Exercise:
Wherever the string "Sandoval" turns up in the data, copy the whole line.

Saved data entries:
────

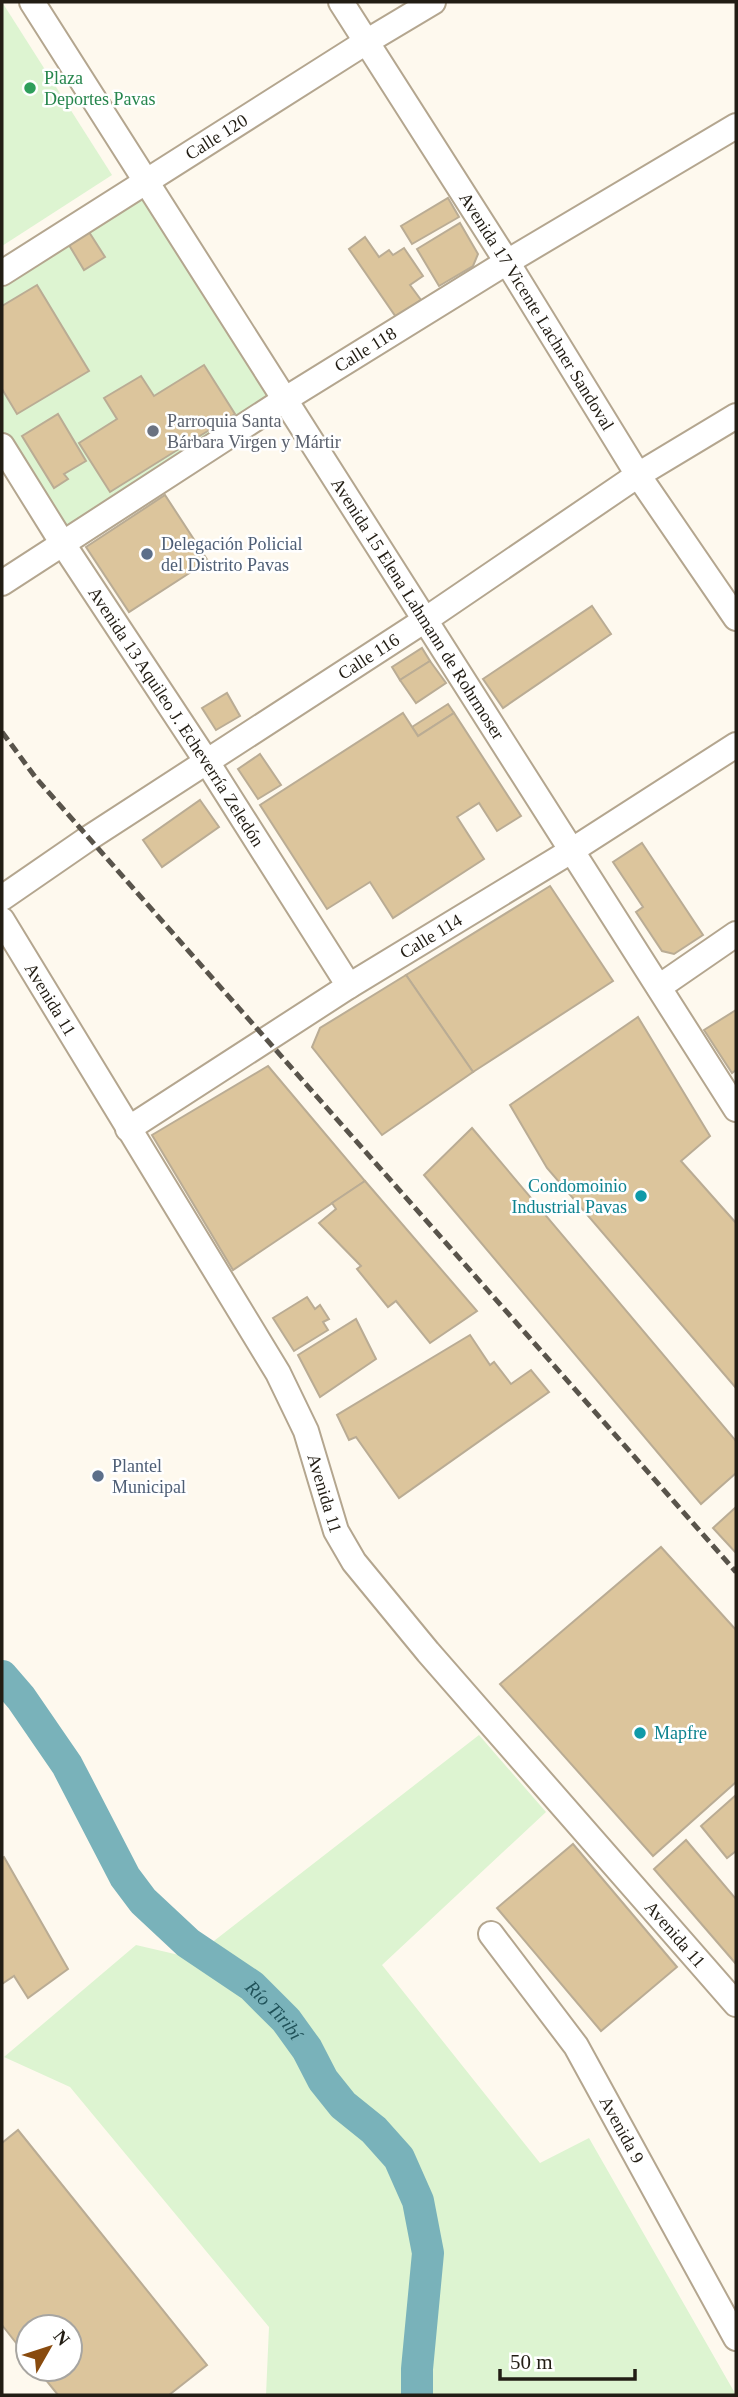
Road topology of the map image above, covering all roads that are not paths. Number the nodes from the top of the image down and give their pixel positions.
1 (32, 2) edge
2 (341, 2) edge
3 (433, 2) edge
4 (366, 42) junction
5 (736, 126) edge
6 (148, 181) junction
7 (508, 262) junction
8 (2, 273) edge
9 (284, 400) junction
10 (736, 416) edge
11 (2, 446) edge
12 (638, 475) junction
13 (63, 544) junction
14 (2, 583) edge
15 (736, 618) edge
16 (425, 620) junction
17 (736, 745) edge
18 (207, 762) junction
19 (571, 851) junction
20 (2, 898) edge
21 (2, 920) edge
22 (736, 934) edge
23 (349, 986) junction
24 (659, 987) junction
25 (735, 1105) edge
26 (128, 1129) junction
27 (491, 1934) dead end
28 (736, 2004) edge
29 (736, 2338) edge

1 - 6 street, Avenida 15 Elena Lahmann de Rohrmoser
2 - 4 street, Avenida 17 Vicente Lachner Sandoval
3 - 4 street, Calle 120
4 - 6 street, Calle 120
4 - 7 street, Avenida 17 Vicente Lachner Sandoval
5 - 7 street, Calle 118
6 - 8 street, Calle 120
6 - 9 street, Avenida 15 Elena Lahmann de Rohrmoser
7 - 9 street, Calle 118
7 - 12 street, Avenida 17 Vicente Lachner Sandoval
9 - 13 street, Calle 118
9 - 16 street, Avenida 15 Elena Lahmann de Rohrmoser
10 - 12 street, Calle 116
11 - 13 street, Avenida 13 Aquileo J. Echeverría Zeledón
12 - 15 street, Avenida 17 Vicente Lachner Sandoval
12 - 16 street, Calle 116
13 - 14 street, Calle 118
13 - 18 street, Avenida 13 Aquileo J. Echeverría Zeledón
16 - 18 street, Calle 116
16 - 19 street, Avenida 15 Elena Lahmann de Rohrmoser
17 - 19 street, Calle 114
18 - 20 street, Calle 116
18 - 23 street, Avenida 13 Aquileo J. Echeverría Zeledón
19 - 23 street, Calle 114
19 - 24 street, Avenida 15 Elena Lahmann de Rohrmoser
21 - 26 street, Avenida 11
22 - 24 street
23 - 26 street, Calle 114
24 - 25 street, Avenida 15 Elena Lahmann de Rohrmoser
26 - 28 street, Avenida 11
27 - 29 street, Avenida 9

────

Answer for this exercise:
2 - 4 street, Avenida 17 Vicente Lachner Sandoval
4 - 7 street, Avenida 17 Vicente Lachner Sandoval
7 - 12 street, Avenida 17 Vicente Lachner Sandoval
12 - 15 street, Avenida 17 Vicente Lachner Sandoval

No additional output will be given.